Kelly Flood's glass house on clergy sexual abuse

When the Religious Freedom Act, House Bill 279, came to the floor of the Kentucky House Friday, State Rep. Kelly Flood (D-Lexington) insinuated that the bill had something to do with protecting pedophile priests. She railed on about the children who had been harmed by clergy sexual abuse, making special mention of the fact that she was an ordained Unitarian Univeralist minister, as if that somehow exempted her from her own indictment.

I mean, don't we all wish that the Catholic Church was more like the Unitarian Universalist Church in this regard? Don't we all know that the problem with clergy sexual abuse is unique to the Catholic Church and doesn't affect churches like, say, the Unitarian Universalist Church?

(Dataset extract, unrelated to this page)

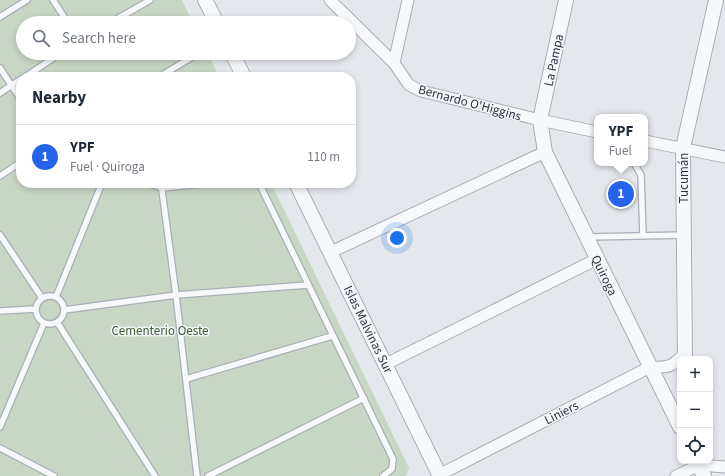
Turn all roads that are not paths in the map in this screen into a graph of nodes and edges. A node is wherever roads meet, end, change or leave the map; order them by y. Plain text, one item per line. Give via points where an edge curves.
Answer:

Uh oh. Wait a second ... As it turns out, it does! Who would of thunk it. Certainly not Kelly Flood.

Apparently Flood is unaware of the clergy sexual abuse controversy within her own church. Here is Rev. Lynn Strauss, a Unitarian Universalist minister, commenting on the problem:

We too have a history of clergy sexual abuse and misconduct. Our Association, for too long, also refused to see and respond to the truth of abuse of power by some of our ministers.
People in glass houses ... Oh, never mind.

And of course HB 279 has literally nothing to do with protecting clergy sexual abuse--in the Catholic Church or the Unitarian Universalist Church, or any of the multitude of other denominations that have had this same problem—a problem which is the consequence of having to rely for its supply of priests from the somewhat morally suspect pool of candidates known as homo sapiens.

Maybe Flood could submit legislation requiring churches to expand their pool of candidates for the ministry beyond its current limitations which restrict it to human beings.

All in the interests of diversity, you know.

3 comments:

Anonymous said...

Well, her church does start prayers with to whom it may concern.

Lee said...

The first tenet of Unitarianism is that if your religion has any tenets, it's wrong.

Robin Edgar said...

"She railed on about the children who had been harmed by clergy sexual abuse, making special mention of the fact that she was an ordained Unitarian Univeralist minister, as if that somehow exempted her from her own indictment."

LOL! Believe it or not. . . the Unitarian Universalist Association in Boston is falsely accusing me of the archaic crime of blasphemous libel for allegedly making "unfounded and vicious allegations to the effect that ministers of the Association engage in such despicable crimes as pedophilia and rape" in a misguided, hypocritical and stunningly hubristic attempt to intimidate me into memory holing some blog posts about UUs have have in fact been convicted of engaging in such despicable crimes as pedophilia and rape. Doh!